それらによって, 一体我々はどういうところにたどり着こうとしているのだろうか。一言で言えば, 教育の情報化ということだと思う。そして, それは別の言葉で言えば, 「教師を生かす」ということだと思う。教師はすべて同じではない。それぞれが個性を持っている。一人の教師が様々な個性軍団である目の前の子どもに向かおうとするとき, すべての子どもにうまく対応できるとは限らない。しかし, 教師の側も人的ネットワークをうまく形成し, そしてうまく生かすことができれば, 今までとは違った教育を実現できる可能性もあるように思う。

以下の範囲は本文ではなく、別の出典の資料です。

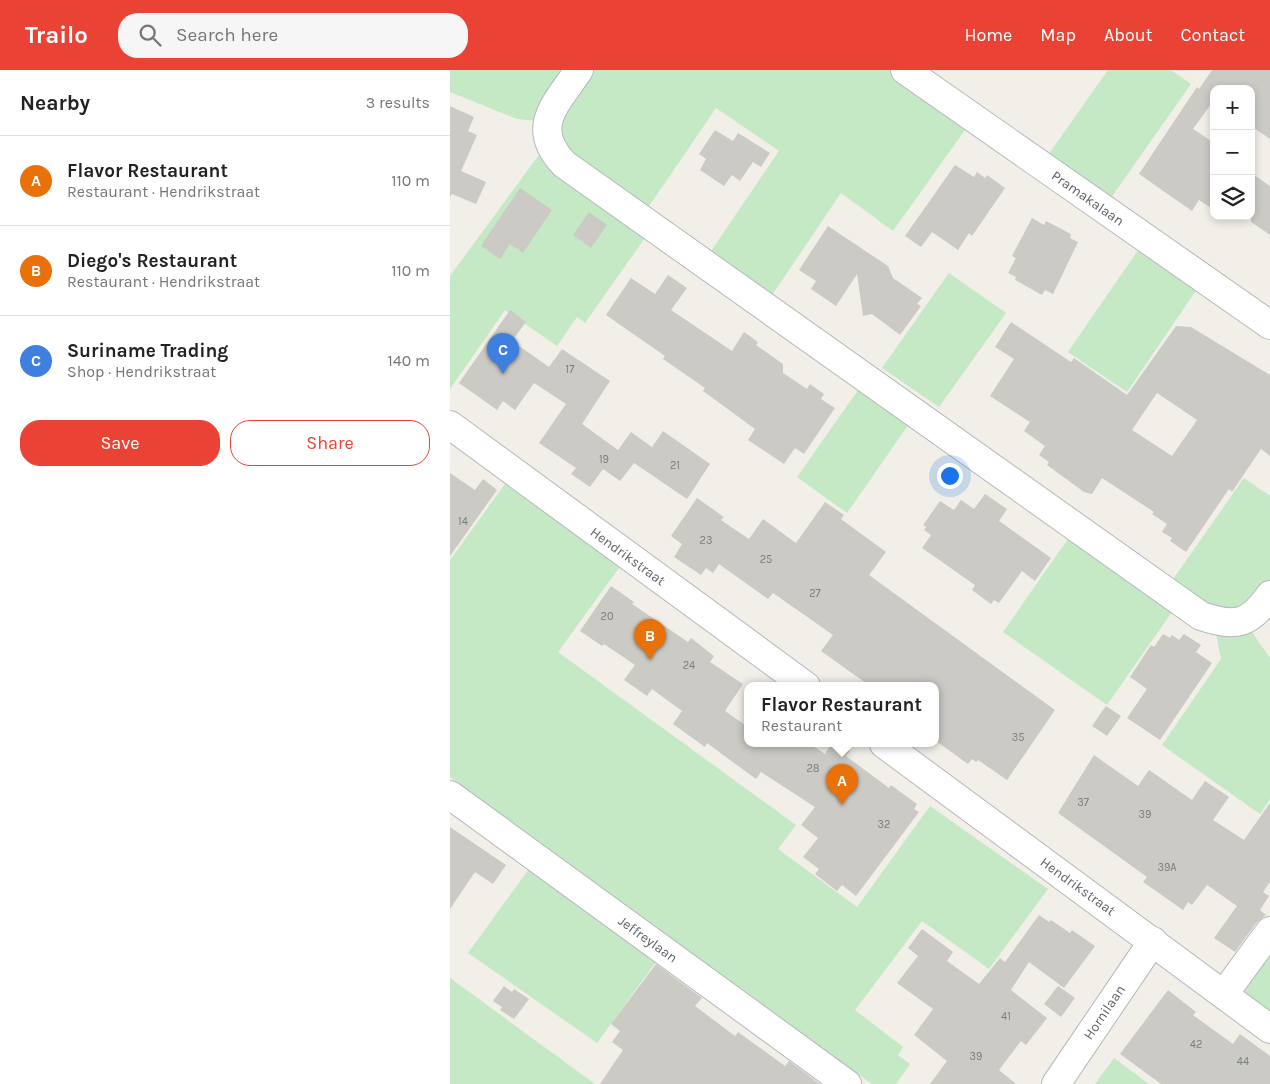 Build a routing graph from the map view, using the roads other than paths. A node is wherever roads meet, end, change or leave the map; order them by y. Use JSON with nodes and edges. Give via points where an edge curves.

しかし, それが具体的にどのような姿のものなのかはまだよく分からない。そして, そのような教育の情報化は, 少なくとも, 現在の我々の行動様式にはあまり合っていないものであることもまた事実である。さらに言えば, ネットワーク的な価値観が, これまでの普通の価値観とはかなり異なった側面を持っているのも事実である。「ただで便利な道具」としてネットワークを使えば, それを管理したり, 様々な「仕掛け」を工夫している人々はあっというまに破綻する。そうならないようにするためには, 自分達自身でシステムを管理したり, 構築していく意志とノウハウを持たなければならない。同じようなことに関心を持つ小集団とか, 同一の目的の下で働いている企業集団などの中では, そのような情報化は意味があり, また非常に効果的であることは, ここ数年の中で明らかになってきた。しかし, 同様のことが, 教育現場でも可能かどうか, またそういうことをするためのシステムとして, 現在学校に導入されようとしているシステムで十分なのかどうかなど, まだまだ未知数のことが多い。そして何よりも, そういう教育の情報化そのものを, 当事者である先生方は, どう捉え, どう行動するかにかかっていると言えるだろう。